このストーリーは、何のとりえもない、ごく普通の学生が社会人になり、サラリーマンを辞め、インドネシアで起業し、ニートになって、また再スタートを切り、経営者になるまでのお話しです。



■お金は無いけど時間は贅沢につかえた。卒業も危ないどこにでも居る「中の上」の学生時代


勉強もスポーツもそこそこできる中学生だった。

なにかに夢中になることは無かったけれど、それなりに何でも楽しんでいた。

「中の上くらい」という表現がぴったりな中学時代は「高校受験の失敗」で幕を閉じることとなる。



頭が良い高校に入るとそのあとが大変だから、

普通レベルの高校に入って、楽して良い成績をとって、

適当に弱小サッカー部にでも入って、たいして練習もせずレギュラーになって、それなりに楽しもう。

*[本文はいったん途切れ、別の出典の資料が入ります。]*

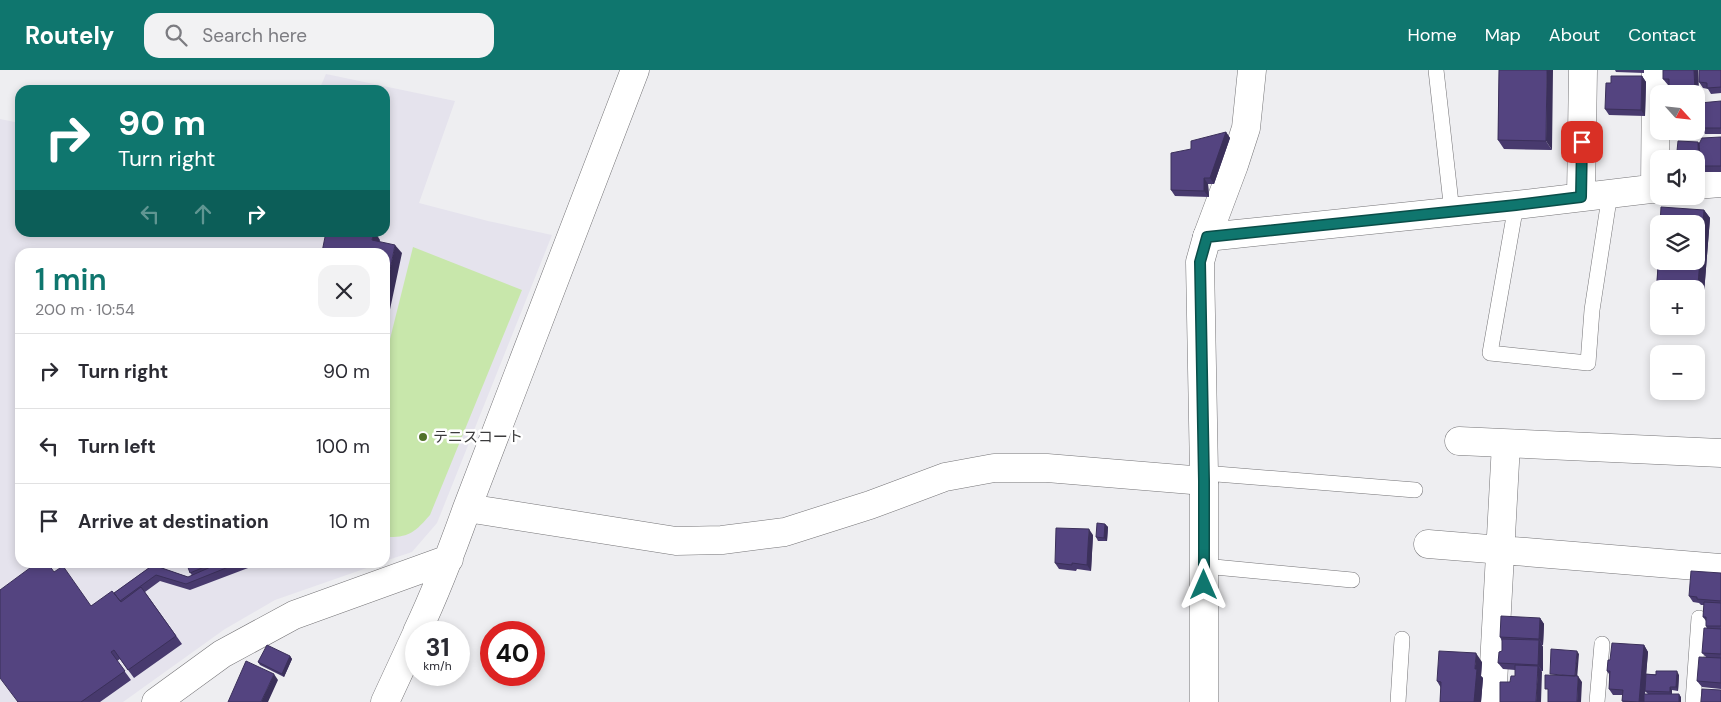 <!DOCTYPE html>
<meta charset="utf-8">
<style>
:root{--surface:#fff;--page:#f2f2f3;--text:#2b2b33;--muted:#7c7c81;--line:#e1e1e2;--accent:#0f766e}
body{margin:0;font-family:"DM Sans","Noto Sans JP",sans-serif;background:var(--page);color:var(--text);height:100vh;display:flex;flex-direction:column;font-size:19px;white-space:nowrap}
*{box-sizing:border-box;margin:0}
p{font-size:16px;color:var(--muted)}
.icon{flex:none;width:28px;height:28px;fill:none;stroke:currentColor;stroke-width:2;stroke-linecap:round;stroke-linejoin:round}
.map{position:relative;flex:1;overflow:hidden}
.sheet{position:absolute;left:15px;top:178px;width:375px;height:320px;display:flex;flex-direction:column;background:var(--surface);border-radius:15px;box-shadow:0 2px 8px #0003}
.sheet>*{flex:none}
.top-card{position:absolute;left:15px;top:15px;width:375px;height:152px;border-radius:15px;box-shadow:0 2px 8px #0003;background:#0f766e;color:#fff;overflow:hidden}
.needle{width:32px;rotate:117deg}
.fabs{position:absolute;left:1650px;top:15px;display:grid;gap:10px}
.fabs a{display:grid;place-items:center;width:55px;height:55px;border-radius:10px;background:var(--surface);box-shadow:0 2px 8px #0003;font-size:25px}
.speed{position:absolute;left:405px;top:551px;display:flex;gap:10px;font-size:25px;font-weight:700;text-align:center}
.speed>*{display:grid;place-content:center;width:65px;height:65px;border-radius:50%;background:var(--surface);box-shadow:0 2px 8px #0003;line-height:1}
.speed small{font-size:12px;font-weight:400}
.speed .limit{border:8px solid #d22;background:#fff;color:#111}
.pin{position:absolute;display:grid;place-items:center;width:42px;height:42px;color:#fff;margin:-21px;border-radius:10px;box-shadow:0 2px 8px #0006}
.me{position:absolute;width:55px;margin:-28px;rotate:0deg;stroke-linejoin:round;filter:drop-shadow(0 0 4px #0008)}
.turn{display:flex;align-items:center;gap:18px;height:105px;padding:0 20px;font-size:22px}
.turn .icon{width:65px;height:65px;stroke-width:2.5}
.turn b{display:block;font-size:35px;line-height:42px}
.lanes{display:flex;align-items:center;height:48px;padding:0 20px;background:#0003;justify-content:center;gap:25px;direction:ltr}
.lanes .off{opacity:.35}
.round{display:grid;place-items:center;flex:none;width:52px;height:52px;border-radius:15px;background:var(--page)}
.head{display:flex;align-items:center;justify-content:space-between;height:85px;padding:0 20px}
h1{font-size:30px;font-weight:600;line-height:38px;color:var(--accent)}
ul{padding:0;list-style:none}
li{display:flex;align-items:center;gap:15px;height:75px;padding:0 20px;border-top:1px solid var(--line)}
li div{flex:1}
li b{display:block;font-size:19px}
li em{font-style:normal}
header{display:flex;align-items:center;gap:30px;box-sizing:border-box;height:70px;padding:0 25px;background:var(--accent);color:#fff}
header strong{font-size:24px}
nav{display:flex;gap:28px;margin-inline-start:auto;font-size:18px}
.search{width:350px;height:45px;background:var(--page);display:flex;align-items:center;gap:12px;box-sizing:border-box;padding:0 18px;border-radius:15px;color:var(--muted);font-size:19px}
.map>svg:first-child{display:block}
.built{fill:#e5e3ed}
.green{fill:#c8e7ab}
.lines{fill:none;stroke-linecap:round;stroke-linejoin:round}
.service-casing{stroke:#757477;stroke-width:16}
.minor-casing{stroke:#757477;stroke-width:29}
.tertiary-casing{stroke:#757477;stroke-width:29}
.service{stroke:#fff;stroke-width:15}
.minor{stroke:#fff;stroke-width:28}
.tertiary{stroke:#fff;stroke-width:28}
.wall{fill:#483a6e;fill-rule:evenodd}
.shaded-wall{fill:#3b305a}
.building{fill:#544480;stroke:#3b305a}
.route-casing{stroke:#0a4d48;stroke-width:12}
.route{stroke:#0f766e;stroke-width:9}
.poi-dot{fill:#517229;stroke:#fff;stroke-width:2}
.labels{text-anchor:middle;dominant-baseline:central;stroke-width:5;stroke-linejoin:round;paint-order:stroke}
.poi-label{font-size:15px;fill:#3b3b3c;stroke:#fff;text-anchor:start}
</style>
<header>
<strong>Routely</strong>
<div class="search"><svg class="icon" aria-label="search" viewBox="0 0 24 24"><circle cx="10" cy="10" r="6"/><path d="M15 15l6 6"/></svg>Search here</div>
<nav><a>Home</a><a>Map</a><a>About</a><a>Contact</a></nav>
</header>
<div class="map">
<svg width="1721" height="632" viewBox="0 0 1721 632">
<rect width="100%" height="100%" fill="#eeeef1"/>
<path class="built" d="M326,4L455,31L419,133L488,151L552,165L437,453L412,482L385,491V182H20V492L381,493L275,530L225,559L123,632H0V49L20,53V162H385V20H319Z"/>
<path class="green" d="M413,177L522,220L430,445C415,462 409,468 385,467V289Z"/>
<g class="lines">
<defs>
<path id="service" d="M1436,0L1452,142
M1516,135L1490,283L1588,293L1592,240L1610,123
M1204,403L1415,420
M1204,496L1352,510
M1398,632L1402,569
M1597,632L1602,574
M1693,632L1699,548"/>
<path id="minor" d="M1252,0L1246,58L1234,95L1207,167L1516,135L1659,118
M1696,115L1721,113
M1655,119L1656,0
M1581,127L1583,0
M1459,371L1721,383
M467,438L676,471L722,470L785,462L870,435L945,407L994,398H1047L1204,411
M1428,474L1721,498
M417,562C436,522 452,480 467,438L635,0
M156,632L222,584L294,545L449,489
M385,632L416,565
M1492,632L1506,374"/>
<path id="tertiary" d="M1204,632V403L1200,192L1207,167"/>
</defs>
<use href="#service" class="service-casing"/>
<use href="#minor" class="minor-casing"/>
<use href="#tertiary" class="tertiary-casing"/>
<use href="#service" class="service"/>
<use href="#minor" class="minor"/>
<use href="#tertiary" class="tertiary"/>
</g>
<path class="wall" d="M1499,0L1552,80L1504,79L1498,70Z
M1615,0H1644V3L1616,2Z
M1698,0L1699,27H1696V24H1671L1669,22V15H1668L1663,9Z
M1721,0V23L1711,24L1708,19L1703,18L1699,12Z
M1642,6L1646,12L1645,46L1609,45L1605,39L1611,13Z
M1721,31V64H1705L1700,58Z
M1698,38L1699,67L1672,68L1669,65Z
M1226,62L1230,68L1214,114H1208L1209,127L1175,126L1171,120L1191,79Z
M1721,67V102H1705L1701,96V93V105H1696V89L1677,81L1699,73Z
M1704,140L1710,148L1703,236H1696V219H1659V230L1656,225L1658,189L1654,183Z
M1105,454L1108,457L1107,471H1098L1096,467Z
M1093,465L1091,501L1077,499L1076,501L1059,499L1055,493Z
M186,492H271L257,497L256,495L190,520L160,511L145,522L182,574L134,608L120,589L117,591L131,610L100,632H17L54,502L91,536L114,523L153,495L188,507L192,506Z
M1721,503V619L1702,617L1697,611L1706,587L1702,583L1707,558L1706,556V551L1703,547L1704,535H1701L1699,533L1693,532L1689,526Z
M1540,548L1544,554L1543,575H1542L1543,577V601H1541L1542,602L1510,612L1515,606V600L1503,599L1498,593L1502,581V571L1500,567Z
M1644,575L1648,582L1646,604L1679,605L1678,621L1672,620V624L1681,627V632H1623L1622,631L1623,625H1613L1609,619V604L1607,601L1610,590ZM1646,614L1645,621L1648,624H1656H1645Z
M290,586L292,589L284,607L260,595L258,592Z
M1482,592L1481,606L1483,608L1481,632H1440L1441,618L1437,611Z"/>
<path class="shaded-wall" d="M1547,0H1553L1552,80L1546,71Z
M1694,0H1698L1699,27L1695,21Z
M1642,6L1646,12L1645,46L1641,40Z
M1696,36L1698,38L1699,67L1696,64Z
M1226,62L1230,68L1214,114L1210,108Z
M1698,72L1701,75V105L1699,102Z
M1204,108L1208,114L1209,127L1204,121Z
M1704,140L1710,148L1703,236L1697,227Z
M374,162H375L380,170L378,178L372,170Z
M395,175L402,183L385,263V226Z
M1105,454L1108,457L1107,471L1104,468Z
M1089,459L1093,465L1091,501L1087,495Z
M1540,548L1544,554L1543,575L1539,569Z
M1539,570L1543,577V601L1538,595Z
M1644,575L1648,582L1644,632H1639Z
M1577,581L1579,584L1577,609L1575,606Z
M1476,583L1482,592L1481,606L1483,608L1481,632H1474Z
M290,586L292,589L284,607L282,604Z
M1538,596L1542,602L1541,632H1536Z
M1677,601L1679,605L1678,621L1676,617Z
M274,604L278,610L268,632H261Z
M1578,606L1582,612L1581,632H1577Z
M1670,617L1672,620V625L1670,622Z
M1679,624L1681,627V632H1679Z"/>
<path class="building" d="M1499,0H1547L1546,71L1498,70Z
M1663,0H1694L1695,21L1669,22V9H1663Z
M1699,0H1721V17L1707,18V13L1699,12Z
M1611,6H1642L1641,40L1605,39L1606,13H1611Z
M1721,31V58H1700V33Z
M1669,61H1696V64L1669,65Z
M1226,62L1210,108H1204V121L1171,120V83L1191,79V71Z
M1721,67V96H1701L1699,74L1702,68Z
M1678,71L1698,72L1699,102H1696V89H1672V81H1677Z
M1661,137L1704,140L1697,227H1696V219H1659V226L1656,225L1659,182L1654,183L1655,162H1659V191H1696V154H1660Z
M326,162H374L372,170L395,175L385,226V182H322Z
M1097,453L1105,454L1104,468L1096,467Z
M1056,458L1089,459L1087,495L1072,493V495L1055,493Z
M38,492H47L54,502L63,496L91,536L112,521L121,532L141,517L176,566L128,600L114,580L111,582L125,601L81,632H18L0,608V520Z
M186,492H216L190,503Z
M222,492H241L186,514L156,505L120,531L114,523L153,495L188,507Z
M1691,501L1721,503V531L1697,529V527L1689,526Z
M1704,532L1721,533V556H1706V547H1703Z
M1501,546L1540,548L1539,569L1500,567Z
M1704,558L1721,559V584L1702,583Z
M1502,569L1539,570L1538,595L1498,593L1499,582L1502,581Z
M1612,573L1644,575L1639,632L1622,631L1623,620L1609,619L1610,601H1607L1608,590H1610Z
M267,575L290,586L282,604L258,592Z
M1551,579L1577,581L1575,606L1550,604Z
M1439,581L1476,583L1475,599H1477L1474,632H1440L1441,612L1437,611Z
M1699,587L1721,588V613L1697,611Z
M246,591L274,604L261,632H228Z
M1515,595L1538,596L1536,632H1500V612H1510L1511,606H1515Z
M1656,601H1677L1676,617H1670V622L1645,621L1646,604L1656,605Z
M1545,605L1578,606L1577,632H1548V619H1545Z
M1702,619L1721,620V632H1701Z
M1644,624H1679V632H1644Z"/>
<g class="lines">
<defs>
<path id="route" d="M1204,515V411L1200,192L1207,167L1516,135L1581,127L1582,72"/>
</defs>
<use href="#route" class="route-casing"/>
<use href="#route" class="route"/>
</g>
<circle class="poi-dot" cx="423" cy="367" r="5"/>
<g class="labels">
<g class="poi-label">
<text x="433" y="367">テニスコート</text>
</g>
</g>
</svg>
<div class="fabs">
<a><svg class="needle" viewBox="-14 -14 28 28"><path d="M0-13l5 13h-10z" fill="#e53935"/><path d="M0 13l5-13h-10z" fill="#7c7c81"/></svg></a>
<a><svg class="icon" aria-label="sound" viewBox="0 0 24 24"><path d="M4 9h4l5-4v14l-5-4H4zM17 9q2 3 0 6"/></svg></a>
<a><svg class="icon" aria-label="layers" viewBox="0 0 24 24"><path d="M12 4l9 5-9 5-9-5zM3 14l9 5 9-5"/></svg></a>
<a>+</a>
<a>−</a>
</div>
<div class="speed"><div>31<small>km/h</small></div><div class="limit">40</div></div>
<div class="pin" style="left:1582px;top:72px;background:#d93025"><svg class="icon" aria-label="arrive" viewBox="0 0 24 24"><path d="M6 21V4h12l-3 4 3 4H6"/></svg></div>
<svg class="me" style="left:1204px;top:515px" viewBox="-20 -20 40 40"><path d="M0-17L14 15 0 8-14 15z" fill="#0f766e" stroke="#fff" stroke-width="4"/></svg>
<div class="top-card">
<div class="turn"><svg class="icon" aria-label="right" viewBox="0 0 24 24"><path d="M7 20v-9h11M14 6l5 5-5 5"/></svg><div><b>90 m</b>Turn right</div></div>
<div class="lanes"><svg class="icon off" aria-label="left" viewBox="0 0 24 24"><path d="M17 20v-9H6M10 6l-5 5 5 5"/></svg><svg class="icon off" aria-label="ahead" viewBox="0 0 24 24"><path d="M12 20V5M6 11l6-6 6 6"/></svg><svg class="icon" aria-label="right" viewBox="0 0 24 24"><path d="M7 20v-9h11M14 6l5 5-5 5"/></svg></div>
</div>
<section class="sheet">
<div class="head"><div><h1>1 min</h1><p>200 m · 10:54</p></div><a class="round"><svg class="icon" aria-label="close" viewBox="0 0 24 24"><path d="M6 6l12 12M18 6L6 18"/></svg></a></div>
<ul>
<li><svg class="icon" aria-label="right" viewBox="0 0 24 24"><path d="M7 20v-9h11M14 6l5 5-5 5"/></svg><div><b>Turn right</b></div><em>90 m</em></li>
<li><svg class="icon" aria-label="left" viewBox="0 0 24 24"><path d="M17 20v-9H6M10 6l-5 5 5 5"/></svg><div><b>Turn left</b></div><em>100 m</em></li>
<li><svg class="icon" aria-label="arrive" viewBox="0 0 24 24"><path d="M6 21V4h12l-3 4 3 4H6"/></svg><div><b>Arrive at destination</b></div><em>10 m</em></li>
</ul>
</section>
</div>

そんなことを考えていたら、見事に不合格になってしまったのだ。



結局僕は、電車と自転車で1時間くらいかかる私立高校に入学し、

ヨレヨレスーツを着て疲れ切った顔をしているおっさんと、

満員電車で席取り合戦のデッドヒートを繰り広げることとなった。


勝率は半々。


そんな戦いを3年間続け、卒業が間近に迫っていたある日、

「僕はもうこの電車に乗らなくなるけど、この人はいつまでこんな戦いを続けるんだろうか。」と、ふとそんなことを思った。


多分、会社を辞めない限り、おっさんはこんな毎日をずっと続けていくのだろう。